**Required action:**
Having found the line containing "Write the network" in the data below, reproduce that line and each one after it to the end, exactly, and include nothing else.

■ ■ ■ ■ ■

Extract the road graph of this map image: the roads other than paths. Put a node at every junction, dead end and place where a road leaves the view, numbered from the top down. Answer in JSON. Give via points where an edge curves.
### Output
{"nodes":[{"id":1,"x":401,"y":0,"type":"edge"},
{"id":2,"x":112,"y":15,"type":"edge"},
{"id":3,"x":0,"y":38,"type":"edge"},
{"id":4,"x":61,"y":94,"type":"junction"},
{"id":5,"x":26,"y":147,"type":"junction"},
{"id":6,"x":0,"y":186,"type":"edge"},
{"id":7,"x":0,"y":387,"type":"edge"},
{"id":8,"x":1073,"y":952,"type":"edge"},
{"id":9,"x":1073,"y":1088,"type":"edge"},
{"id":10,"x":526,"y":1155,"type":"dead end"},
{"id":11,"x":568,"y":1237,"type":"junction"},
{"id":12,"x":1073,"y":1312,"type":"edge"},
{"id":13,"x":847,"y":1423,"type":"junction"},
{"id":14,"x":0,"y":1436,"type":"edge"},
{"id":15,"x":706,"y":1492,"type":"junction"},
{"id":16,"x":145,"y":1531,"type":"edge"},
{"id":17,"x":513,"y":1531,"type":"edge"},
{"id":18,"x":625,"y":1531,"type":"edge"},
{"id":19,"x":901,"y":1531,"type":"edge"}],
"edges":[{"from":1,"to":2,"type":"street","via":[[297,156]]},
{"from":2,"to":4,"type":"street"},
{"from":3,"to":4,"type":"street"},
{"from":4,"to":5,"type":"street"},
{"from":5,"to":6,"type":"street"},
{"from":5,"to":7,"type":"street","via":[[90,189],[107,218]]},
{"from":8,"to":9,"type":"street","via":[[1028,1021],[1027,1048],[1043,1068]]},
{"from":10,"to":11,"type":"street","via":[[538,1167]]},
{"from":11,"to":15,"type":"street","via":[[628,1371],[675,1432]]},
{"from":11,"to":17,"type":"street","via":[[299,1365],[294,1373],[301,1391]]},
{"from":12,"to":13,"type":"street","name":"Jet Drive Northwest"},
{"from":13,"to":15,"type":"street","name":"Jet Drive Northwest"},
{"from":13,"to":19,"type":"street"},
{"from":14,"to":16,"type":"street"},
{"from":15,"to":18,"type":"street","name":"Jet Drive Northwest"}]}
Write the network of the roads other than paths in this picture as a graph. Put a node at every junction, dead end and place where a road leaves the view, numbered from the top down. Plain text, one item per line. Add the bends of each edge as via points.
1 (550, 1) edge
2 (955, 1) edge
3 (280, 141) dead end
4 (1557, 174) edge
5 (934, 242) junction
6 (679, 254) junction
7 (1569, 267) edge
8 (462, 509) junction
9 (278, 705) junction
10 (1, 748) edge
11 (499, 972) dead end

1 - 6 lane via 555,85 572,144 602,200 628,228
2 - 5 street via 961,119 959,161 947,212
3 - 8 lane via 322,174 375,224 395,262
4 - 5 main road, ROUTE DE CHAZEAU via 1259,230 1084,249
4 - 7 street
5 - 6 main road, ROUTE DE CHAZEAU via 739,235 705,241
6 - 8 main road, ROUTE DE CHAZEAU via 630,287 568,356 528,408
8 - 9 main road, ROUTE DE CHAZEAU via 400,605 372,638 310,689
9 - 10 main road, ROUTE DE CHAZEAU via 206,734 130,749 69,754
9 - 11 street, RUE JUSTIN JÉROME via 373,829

■ ■ ■ ■ ■

**Solved problem:**
Write the network of the roads other than paths in this picture as a graph. Put a node at every junction, dead end and place where a road leaves the view, numbered from the top down. Plain text, one item per line. Add the bends of each edge as via points.
1 (550, 1) edge
2 (955, 1) edge
3 (280, 141) dead end
4 (1557, 174) edge
5 (934, 242) junction
6 (679, 254) junction
7 (1569, 267) edge
8 (462, 509) junction
9 (278, 705) junction
10 (1, 748) edge
11 (499, 972) dead end

1 - 6 lane via 555,85 572,144 602,200 628,228
2 - 5 street via 961,119 959,161 947,212
3 - 8 lane via 322,174 375,224 395,262
4 - 5 main road, ROUTE DE CHAZEAU via 1259,230 1084,249
4 - 7 street
5 - 6 main road, ROUTE DE CHAZEAU via 739,235 705,241
6 - 8 main road, ROUTE DE CHAZEAU via 630,287 568,356 528,408
8 - 9 main road, ROUTE DE CHAZEAU via 400,605 372,638 310,689
9 - 10 main road, ROUTE DE CHAZEAU via 206,734 130,749 69,754
9 - 11 street, RUE JUSTIN JÉROME via 373,829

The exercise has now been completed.